[Stored data]
══════

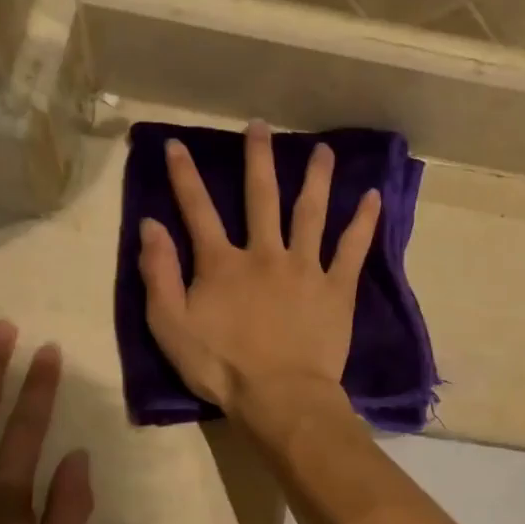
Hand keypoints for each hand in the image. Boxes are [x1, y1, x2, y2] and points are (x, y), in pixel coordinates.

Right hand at [138, 120, 380, 412]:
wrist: (280, 396)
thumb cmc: (222, 367)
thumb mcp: (171, 327)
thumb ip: (159, 274)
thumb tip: (150, 225)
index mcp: (222, 264)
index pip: (198, 210)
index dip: (184, 176)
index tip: (177, 144)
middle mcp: (265, 253)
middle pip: (261, 197)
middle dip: (258, 159)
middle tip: (260, 127)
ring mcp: (305, 268)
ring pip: (311, 212)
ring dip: (316, 178)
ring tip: (323, 150)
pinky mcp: (336, 288)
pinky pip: (352, 249)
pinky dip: (363, 223)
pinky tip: (373, 197)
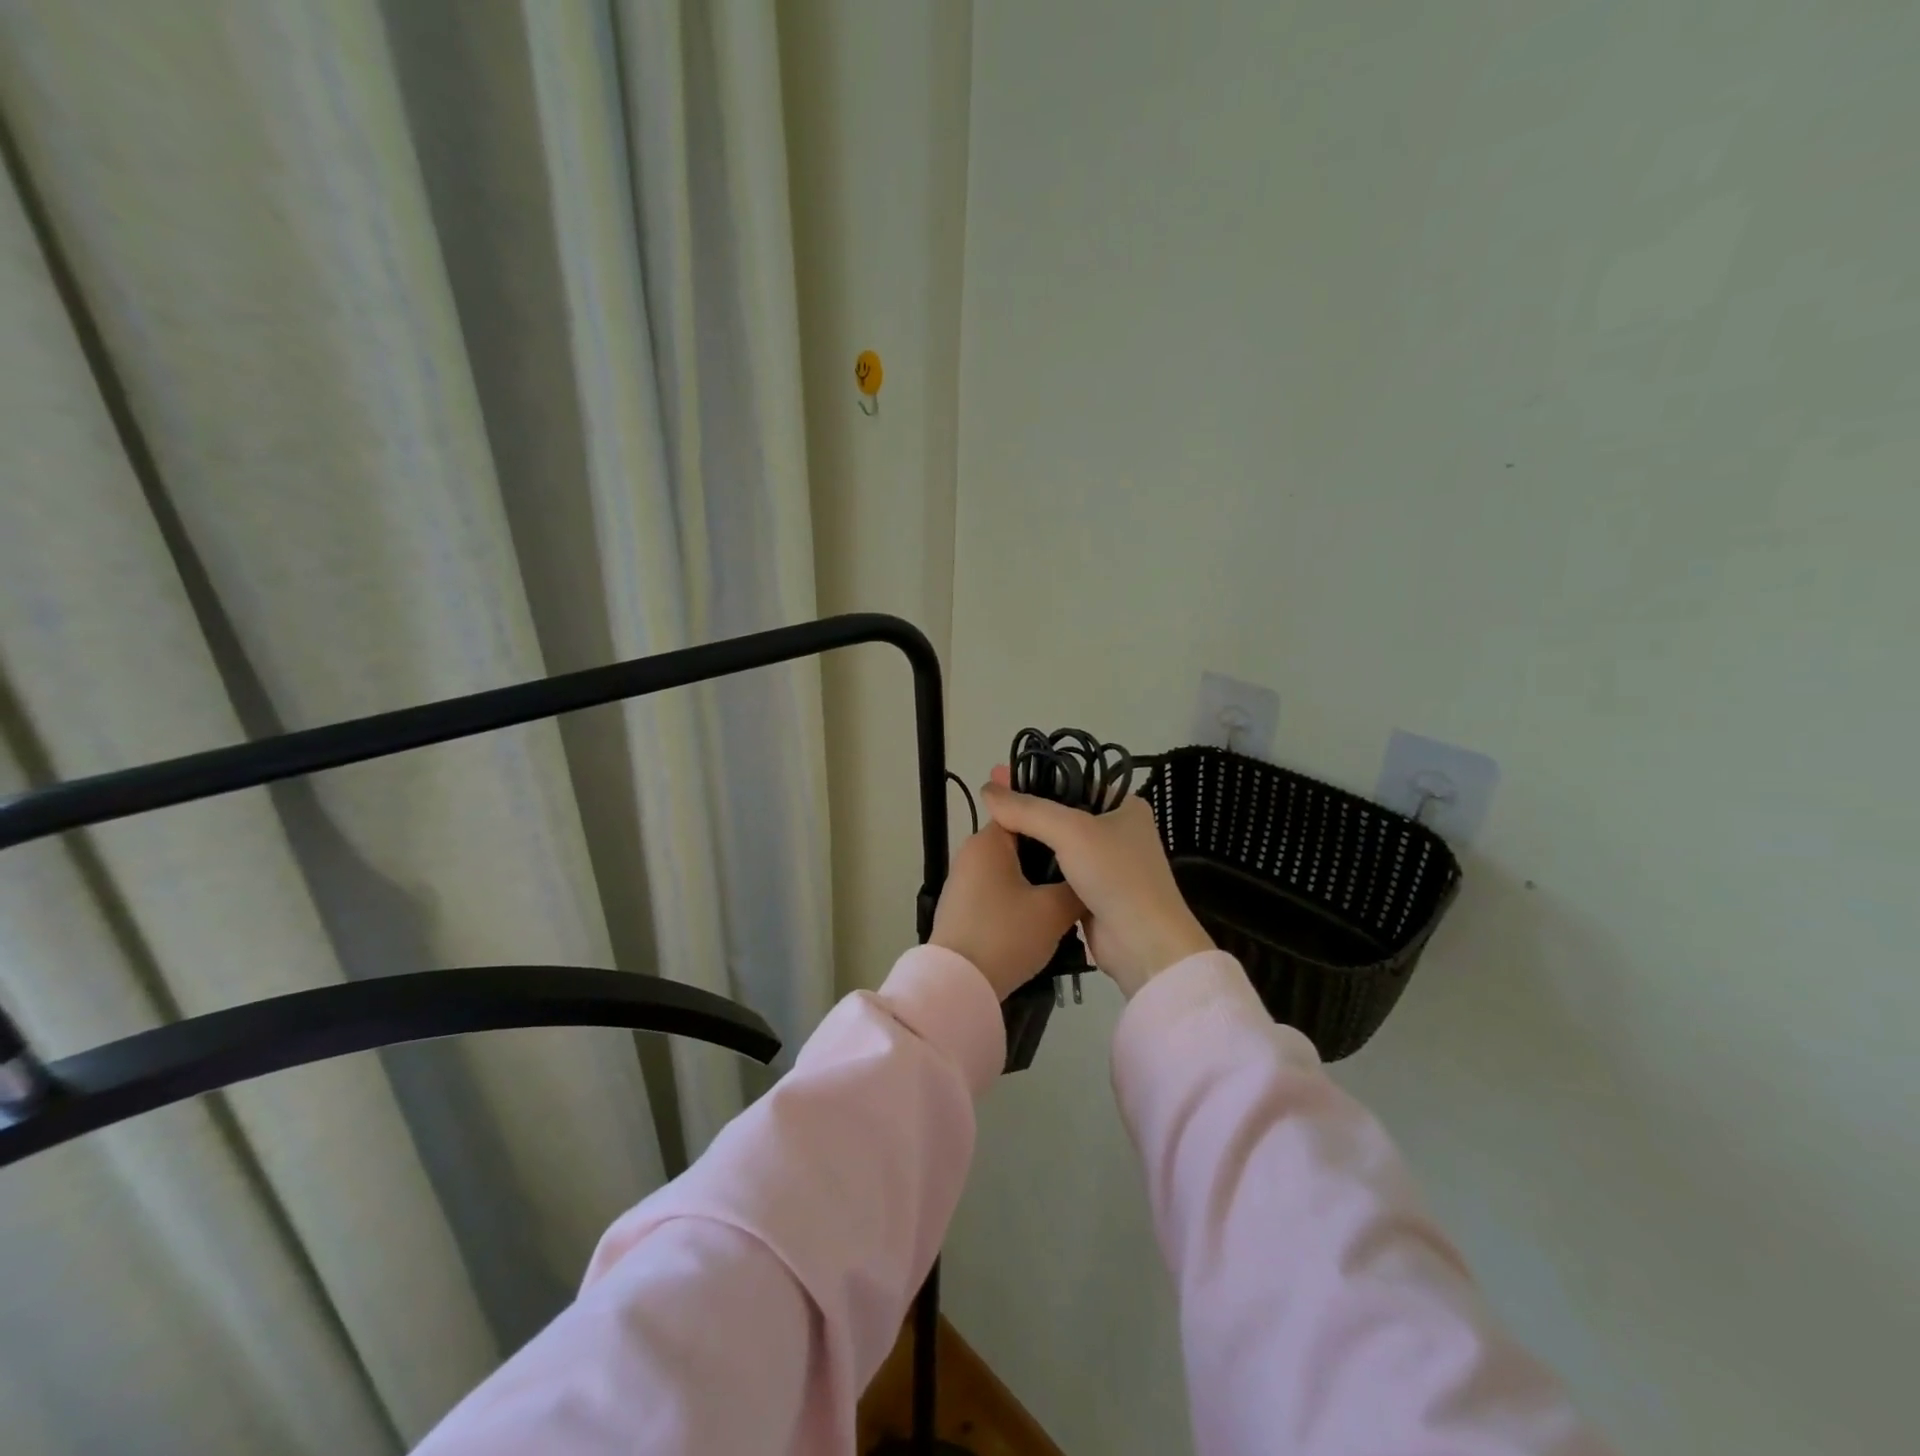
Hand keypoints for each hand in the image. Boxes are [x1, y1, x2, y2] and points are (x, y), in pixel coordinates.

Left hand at [929, 822, 1084, 999]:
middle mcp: (971, 853)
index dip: (1057, 822)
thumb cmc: (1005, 935)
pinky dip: (1020, 897)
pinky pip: (998, 890)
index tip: (1085, 837)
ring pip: (1011, 869)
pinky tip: (1043, 916)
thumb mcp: (1053, 911)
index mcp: (988, 841)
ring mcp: (963, 881)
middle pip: (1020, 842)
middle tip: (1085, 869)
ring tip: (1071, 894)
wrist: (959, 985)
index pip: (1026, 813)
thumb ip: (1077, 888)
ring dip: (1037, 880)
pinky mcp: (962, 907)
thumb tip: (1089, 879)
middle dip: (1051, 855)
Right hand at [981, 766, 1213, 998]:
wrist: (1143, 944)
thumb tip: (987, 789)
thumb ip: (1026, 809)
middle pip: (1062, 813)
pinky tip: (1006, 862)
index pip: (1072, 782)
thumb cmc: (1115, 875)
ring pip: (1058, 844)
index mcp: (1124, 805)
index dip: (1034, 781)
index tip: (997, 779)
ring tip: (990, 831)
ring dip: (1029, 841)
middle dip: (1027, 811)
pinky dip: (1036, 868)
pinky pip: (1057, 871)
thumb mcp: (1070, 831)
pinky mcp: (1093, 892)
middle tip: (988, 805)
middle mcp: (1117, 830)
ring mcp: (1106, 864)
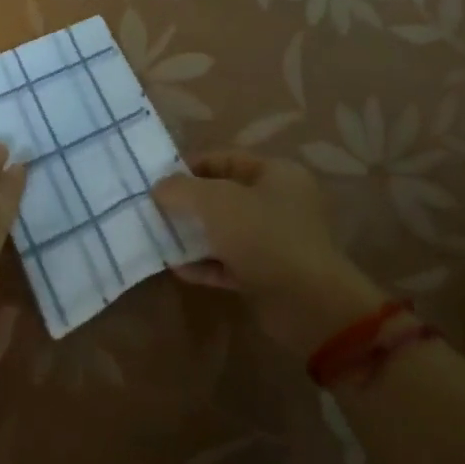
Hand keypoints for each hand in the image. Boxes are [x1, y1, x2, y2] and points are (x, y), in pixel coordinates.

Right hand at [154, 151, 387, 357]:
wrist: (309, 305)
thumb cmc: (263, 237)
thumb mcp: (216, 202)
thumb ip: (182, 189)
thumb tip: (159, 187)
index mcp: (276, 174)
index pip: (226, 159)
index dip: (190, 167)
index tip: (159, 181)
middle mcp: (279, 202)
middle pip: (224, 195)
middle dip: (189, 203)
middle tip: (155, 210)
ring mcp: (275, 240)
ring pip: (225, 231)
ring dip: (194, 235)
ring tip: (160, 238)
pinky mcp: (269, 274)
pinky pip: (230, 262)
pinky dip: (206, 264)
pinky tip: (178, 268)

══════

REQUIRED ACTION ▸ All of the records should be set down exactly, minus the pictures they hold.

ANSWER TO THIS EXERCISE ▸
Hand keypoints for each hand in the image. Boxes are [x1, y1, x2, y2] and points are (x, y), in pixel coordinates.

Right hand at [138, 120, 380, 412]:
wrist: (280, 396)
thumb cmc: (222, 367)
thumb mcp: (171, 327)
thumb ip: (159, 274)
thumb tip: (150, 225)
index mcp: (222, 264)
index pip: (198, 210)
index dip: (184, 176)
index tip: (177, 144)
middle mcp: (265, 253)
middle pip: (261, 197)
middle dip: (258, 159)
middle tip: (260, 127)
ring mcp: (305, 268)
ring pip: (311, 212)
ring dip: (316, 178)
ring tip: (323, 150)
pinky mcp: (336, 288)
pinky pip: (352, 249)
pinky dip: (363, 223)
pinky tip: (373, 197)
Hand keypoints for each hand in the image. Boxes are [x1, y1, x2, y2] and points are (x, y), in pixel coordinates.

Left hand at [929, 822, 1084, 999]:
middle mcp: (971, 853)
index dip: (1057, 822)
thumb cmc: (1005, 935)
pinky dip: (1020, 897)
pinky pip: (998, 890)
index tip: (1085, 837)
ring pip: (1011, 869)
pinky tip: (1043, 916)
thumb mcp: (1053, 911)
index mcp: (988, 841)
ring mcp: (963, 881)
middle pip: (1020, 842)
middle tip: (1085, 869)
ring tip: (1071, 894)
wrist: (959, 985)
index pip: (1026, 813)
thumb ip: (1077, 888)
ring dip: (1037, 880)
pinky mcp: (962, 907)
thumb tip: (1089, 879)
middle dip: (1051, 855)
Right hand at [981, 766, 1213, 998]:
wrist: (1143, 944)
thumb tip: (987, 789)
thumb ip: (1026, 809)
middle pip: (1062, 813)
pinky tip: (1006, 862)
index pip: (1072, 782)
thumb cmc: (1115, 875)
ring pip: (1058, 844)
index mcp: (1124, 805)
index dip: (1034, 781)
index tip: (997, 779)
ring tip: (990, 831)
ring dip: (1029, 841)
middle dip: (1027, 811)
pinky dip: (1036, 868)
pinky pip: (1057, 871)
thumb mcp: (1070, 831)
pinky mcp: (1093, 892)
middle tip: (988, 805)
middle mcp: (1117, 830)
ring mcp: (1106, 864)
Hand keypoints for each hand in the image. Boxes are [x1, y1, x2, y2] and points are (x, y), in pixel coordinates.

Right hand at [154, 151, 387, 357]:
wrist: (309, 305)
thumb cmc: (263, 237)
thumb mcp: (216, 202)
thumb ip: (182, 189)
thumb tip: (159, 187)
index mcp: (276, 174)
index pip: (226, 159)
index dip: (190, 167)
index tip: (159, 181)
middle mcp: (279, 202)
middle pip: (224, 195)
middle dip: (189, 203)
middle tip: (155, 210)
ring mcp: (275, 240)
ring pip: (225, 231)
ring dip: (194, 235)
ring tip: (160, 238)
pinky mcp: (269, 274)
pinky pip: (230, 262)
pinky dip: (206, 264)
pinky tip: (178, 268)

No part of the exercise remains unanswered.